### ABOUT THIS EXERCISE
Please restate the data below word for word, omitting all images.

Collected data entries:

_ _ _ _

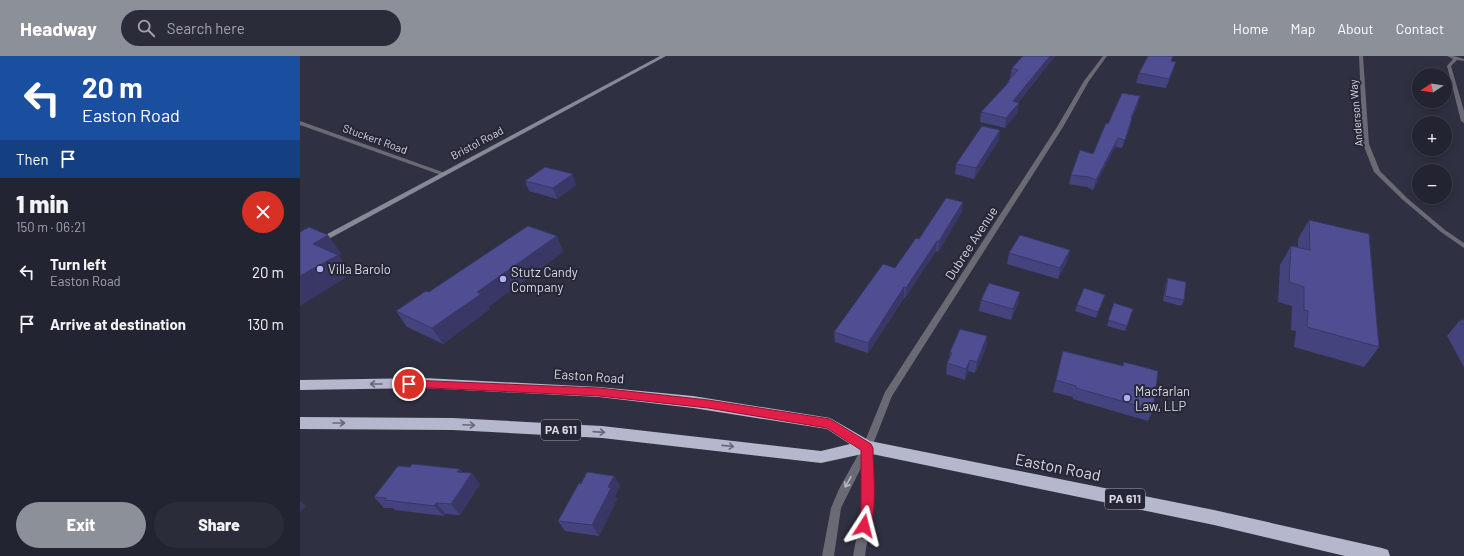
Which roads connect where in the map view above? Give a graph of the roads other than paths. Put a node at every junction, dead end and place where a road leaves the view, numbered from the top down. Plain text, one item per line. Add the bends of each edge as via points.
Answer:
1 (664, 56) edge
2 (1104, 56) edge
3 (1361, 56) edge
4 (1449, 56) edge
5 (1456, 58) junction
6 (1464, 60) edge
7 (1464, 121) edge
8 (300, 123) edge
9 (443, 174) junction
10 (317, 242) edge
11 (1464, 246) edge
12 (300, 385) edge
13 (300, 423) edge
14 (867, 448) junction
15 (828, 556) edge
16 (860, 556) edge
17 (1382, 556) edge

1 - 9 main road, Bristol Road
2 - 14 street, Dubree Avenue via 888,395
3 - 11 street, Anderson Way via 1366,144 1377,172 1405,199
4 - 5 street
5 - 6 street
5 - 7 street via 1449,66
8 - 9 street, Stuckert Road
9 - 10 main road, Bristol Road
14 -> 12 highway, Easton Road / PA 611 via 830,424 685,401 599,392 475,385
13 -> 14 highway, Easton Road / PA 611 via 453,424 602,432 821,457
14 -> 15 street via 836,508
14 - 16 street via 867,508
14 - 17 highway, Easton Road / PA 611 via 1190,512

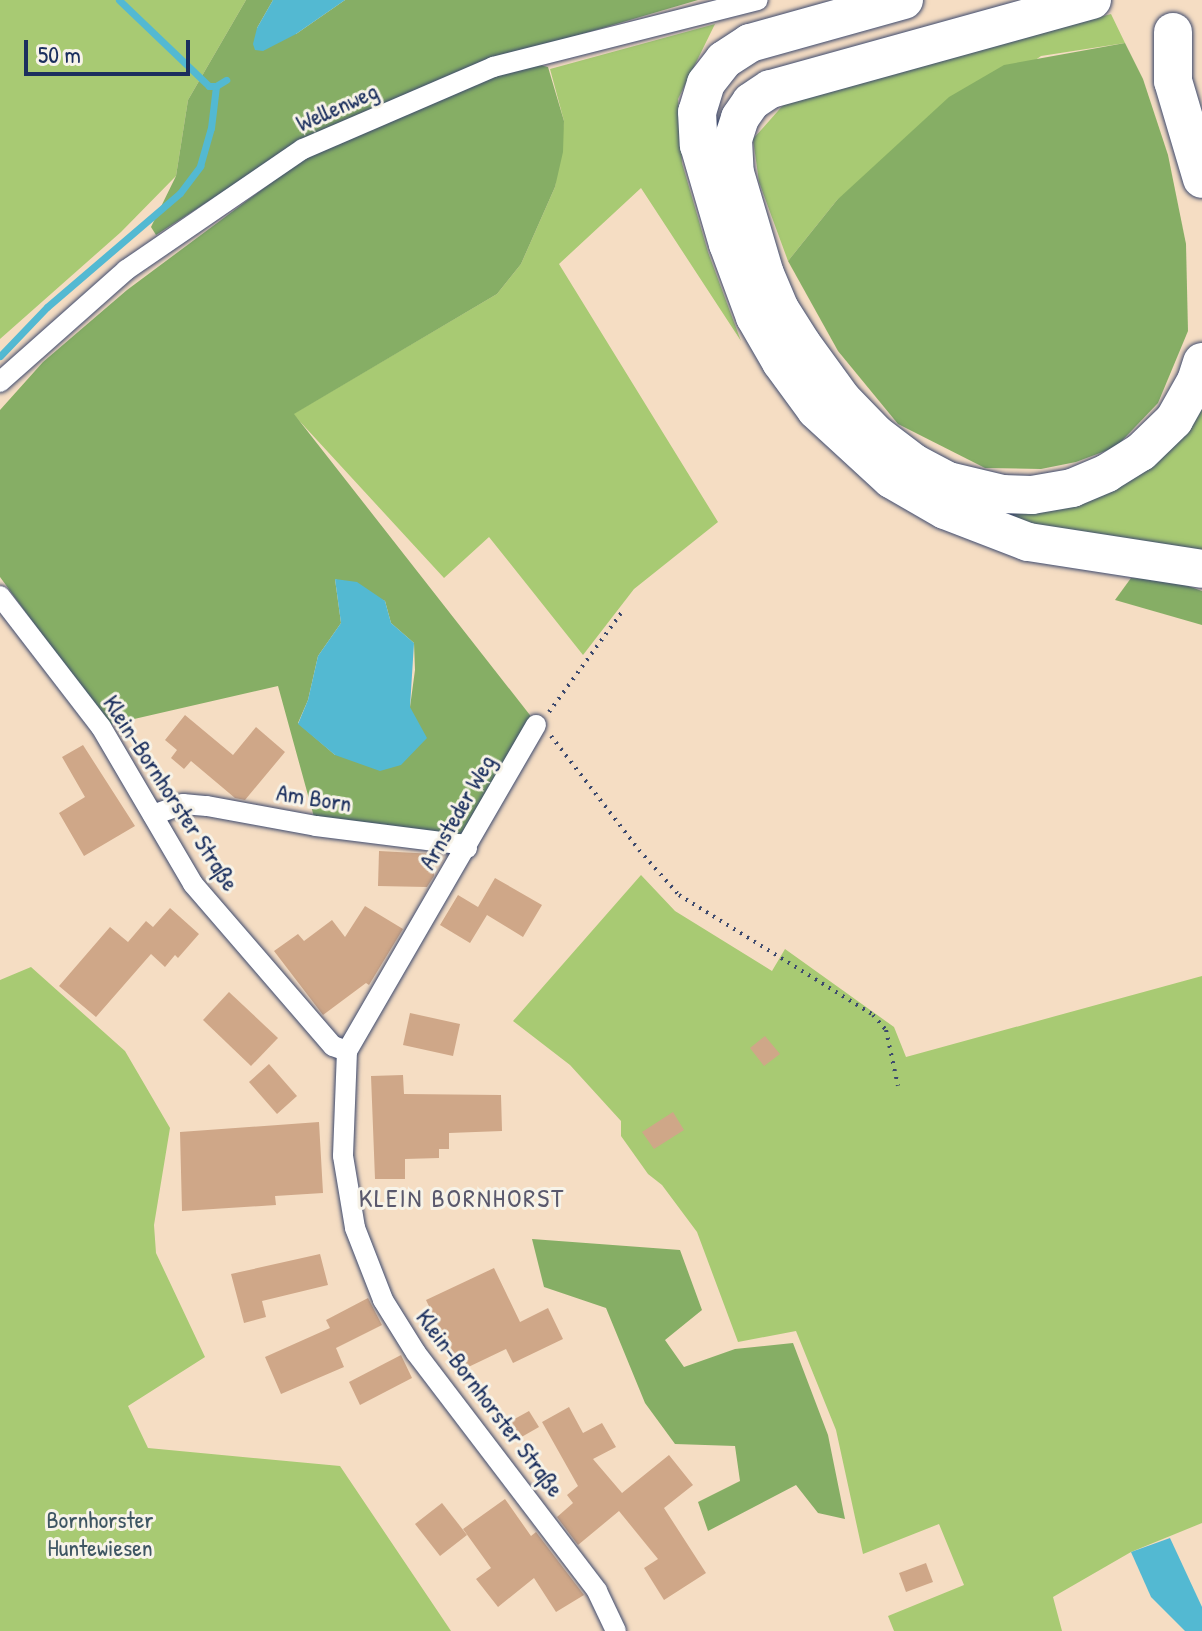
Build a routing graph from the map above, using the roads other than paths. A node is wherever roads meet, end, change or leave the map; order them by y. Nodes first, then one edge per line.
1 (758, 0) edge
2 (904, 0) edge
3 (1092, 0) edge
4 (1168, 16) edge
5 (1191, 96) edge
6 (1202, 179) edge
7 (1202, 362) edge
8 (0, 382) edge
9 (1202, 569) edge
10 (0, 596) edge
11 (536, 725) road end
12 (153, 815) junction
13 (467, 848) junction
14 (347, 1051) junction
15 (616, 1631) edge

1 - 8 street, Wellenweg
2 - 9 highway
3 - 7 highway
4 - 5 highway
5 - 6 highway
10 - 12 street, Klein-Bornhorster Straße
11 - 13 street, Arnsteder Weg
12 - 13 street, Am Born
12 - 14 street, Klein-Bornhorster Straße
13 - 14 street, Arnsteder Weg
14 - 15 street, Klein-Bornhorster Straße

_ _ _ _

### EXERCISE SOLUTION
Which roads connect where in the map view above? Give a graph of the roads other than paths. Put a node at every junction, dead end and place where a road leaves the view, numbered from the top down. Plain text, one item per line. Add the bends of each edge as via points.
Answer:
1 (664, 56) edge
2 (1104, 56) edge
3 (1361, 56) edge
4 (1449, 56) edge
5 (1456, 58) junction
6 (1464, 60) edge
7 (1464, 121) edge
8 (300, 123) edge
9 (443, 174) junction
10 (317, 242) edge
11 (1464, 246) edge
12 (300, 385) edge
13 (300, 423) edge
14 (867, 448) junction
15 (828, 556) edge
16 (860, 556) edge
17 (1382, 556) edge

1 - 9 main road, Bristol Road
2 - 14 street, Dubree Avenue via 888,395
3 - 11 street, Anderson Way via 1366,144 1377,172 1405,199
4 - 5 street
5 - 6 street
5 - 7 street via 1449,66
8 - 9 street, Stuckert Road
9 - 10 main road, Bristol Road
14 -> 12 highway, Easton Road / PA 611 via 830,424 685,401 599,392 475,385
13 -> 14 highway, Easton Road / PA 611 via 453,424 602,432 821,457
14 -> 15 street via 836,508
14 - 16 street via 867,508
14 - 17 highway, Easton Road / PA 611 via 1190,512

Build a routing graph from the map above, using the roads other than paths. A node is wherever roads meet, end, change or leave the map; order them by y. Nodes first, then one edge per line.
1 (758, 0) edge
2 (904, 0) edge
3 (1092, 0) edge
4 (1168, 16) edge
5 (1191, 96) edge
6 (1202, 179) edge
7 (1202, 362) edge
8 (0, 382) edge
9 (1202, 569) edge
10 (0, 596) edge
11 (536, 725) road end
12 (153, 815) junction
13 (467, 848) junction
14 (347, 1051) junction
15 (616, 1631) edge

1 - 8 street, Wellenweg
2 - 9 highway
3 - 7 highway
4 - 5 highway
5 - 6 highway
10 - 12 street, Klein-Bornhorster Straße
11 - 13 street, Arnsteder Weg
12 - 13 street, Am Born
12 - 14 street, Klein-Bornhorster Straße
13 - 14 street, Arnsteder Weg
14 - 15 street, Klein-Bornhorster Straße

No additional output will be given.